The nation's largest business lobbying group today said reducing the nation's debt—now at a whopping $16 trillion—would be its top priority for helping businesses in 2013. In his annual "State of American Business" address, U.S. Chamber of Commerce President Tom Donohue introduced the 2013 American Jobs and Growth Agenda, a package of policies that includes immigration reform, boosting trade, and expanding energy production.
But its the national debt—and entitlements like Social Security and Medicare that contribute to it—that Donohue characterized as "the single biggest threat to our economic future."
"The entitlement programs written and designed for an earlier era must be revised," he said during his 2013 State of American Business address. "We're not talking about cuts in absolute terms. We're simply talking about slowing the rate of increase."
Along with debt and deficit reduction, Donohue also advocated for immigration reform, expanded energy production, boosting trade, and a reduction in regulations that the Chamber believes hamper businesses. Though the agenda is a new initiative, none of the broad ideas contained within it are departures from prior Chamber policy.
Among his deficit reduction proposals, Donohue focused on cuts to spending, particularly entitlements.
In a press conference after the speech, Donohue mentioned as possible fixes "modest copayments" for Medicare and instituting the chained CPI, an alternate measure of inflation, for determining cost of living increases for entitlement programs.
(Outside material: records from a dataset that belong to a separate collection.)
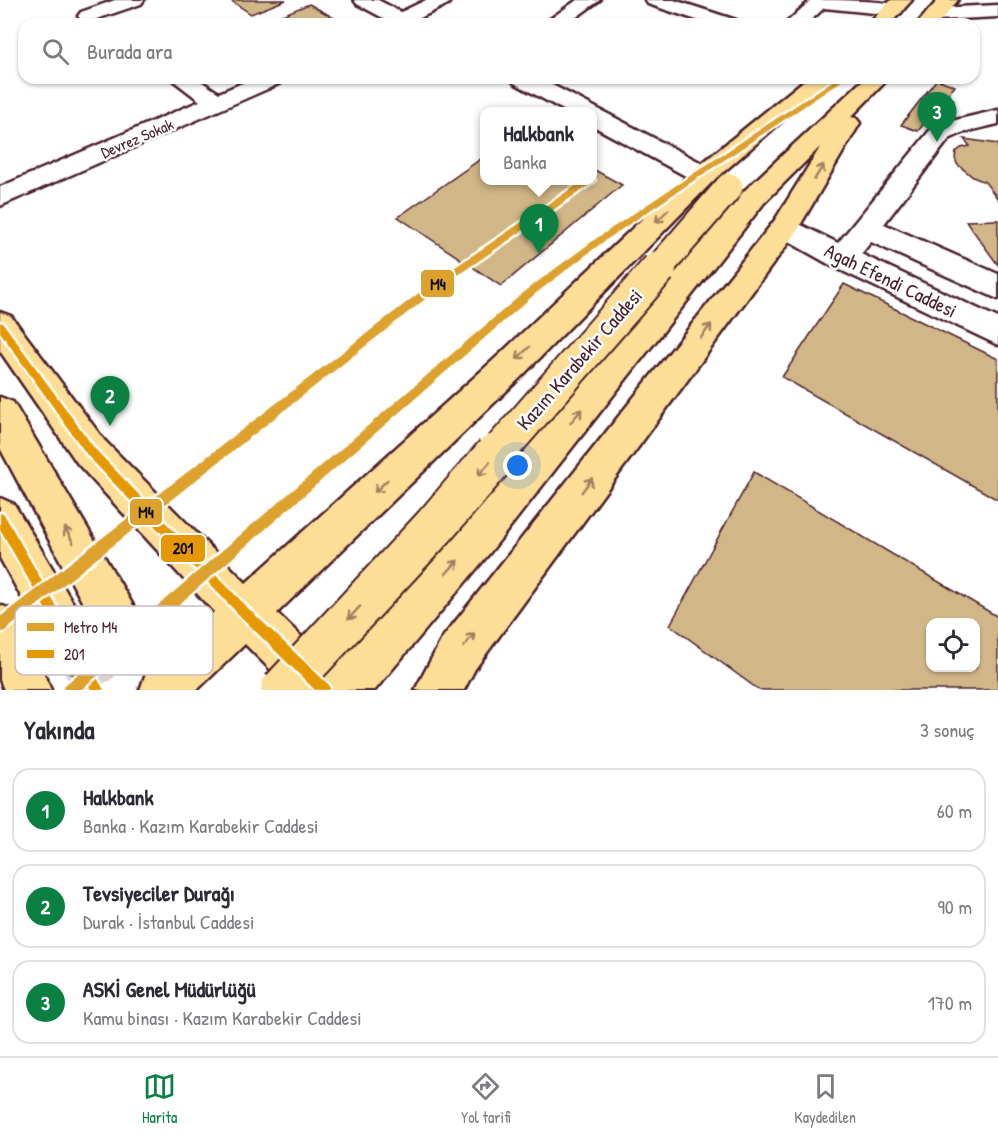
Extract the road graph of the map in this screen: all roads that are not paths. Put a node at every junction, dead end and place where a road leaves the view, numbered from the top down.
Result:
1 (134, 0) edge
2 (364, 0) edge
3 (441, 0) edge
4 (590, 0) edge
5 (656, 0) edge
6 (898, 4) edge
7 (998, 11) edge
8 (937, 13) edge
9 (87, 15) edge
10 (393, 18) edge
11 (407, 18) edge
12 (562, 18) edge
13 (711, 18) edge
14 (802, 18) edge
15 (885, 18) edge
16 (190, 84) edge
17 (260, 84) edge
18 (533, 84) edge
19 (817, 84) edge
20 (871, 84) edge
21 (873, 84) edge
22 (218, 103) junction
23 (577, 107) edge
24 (998, 117) edge
25 (597, 118) edge
26 (729, 186) junction
27 (0, 197) edge
28 (786, 227) junction
29 (866, 228) junction
30 (842, 258) junction
31 (998, 287) edge
32 (0, 325) edge
33 (998, 332) edge
34 (0, 413) edge
35 (0, 518) edge
36 (50, 606) edge
37 (108, 606) tunnel mouth
38 (244, 612) junction
39 (0, 627) edge
40 (213, 642) edge
41 (15, 661) edge
42 (21, 675) edge
43 (179, 675) edge
44 (28, 690) edge
45 (163, 690) edge
46 (282, 690) edge
47 (324, 690) edge
48 (344, 690) edge
49 (438, 690) edge

1 - 9 street
2 - 10 street
3 - 11 street
4 - 12 street
5 - 13 street
6 - 14 street
6 - 15 main road
7 - 8 street
16 - 22 street
17 - 22 street, Devrez Sokak
18 - 23 street
19 - 26 main road, Kazım Karabekir Caddesi
20 - 26 main road, Kazım Karabekir Caddesi
28 -> 21 main road
22 - 27 street, Devrez Sokak
24 - 29 street
25 - 26 street
26 -> 38 main road
26 -> 46 main road, Kazım Karabekir Caddesi, bridge
48 -> 26 main road, Kazım Karabekir Caddesi
28 - 30 street, Agah Efendi Caddesi
49 -> 28 main road
29 - 30 street
29 - 31 street
30 - 33 street, Agah Efendi Caddesi
32 - 38 main road
37 -> 34 main road
35 - 36 main road
38 - 40 main road
38 - 47 main road
39 - 41 main road
42 - 44 main road
43 - 45 main road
Opponents of chained CPI say the tactic will hurt beneficiaries too much, particularly the oldest beneficiaries.
Donohue also advocated for comprehensive tax reform as a way to "turbocharge" economic growth, but was quick to point out that any tax reform must be accompanied by spending cuts. "Make no mistake. While there are solid economic and competitive reasons to pursue it, tax reform cannot be seen as a substitute for spending restraint."
While it is nonpartisan, the Chamber tends to be more conservative in its policies. The chamber's stance on deficit reduction likewise tends to more closely align with that of Republicans on Capitol Hill, who tend to prioritize spending cuts.
While tax reform and spending cuts are the most popular solutions for cutting deficits, Donohue pointed to boosted energy production as the "third bucket" of deficit reduction and also cited it as a way to reduce the trade deficit. In a 2012 study, the Chamber's Institute for 21st Century Energy estimated that "unconventional oil and natural gas production" from sources like shale would account for $2.5 trillion in tax revenues between 2012 and 2035, or an average of around $109 billion per year. Altogether, the government took in an estimated $2.5 trillion in revenue in fiscal year 2012.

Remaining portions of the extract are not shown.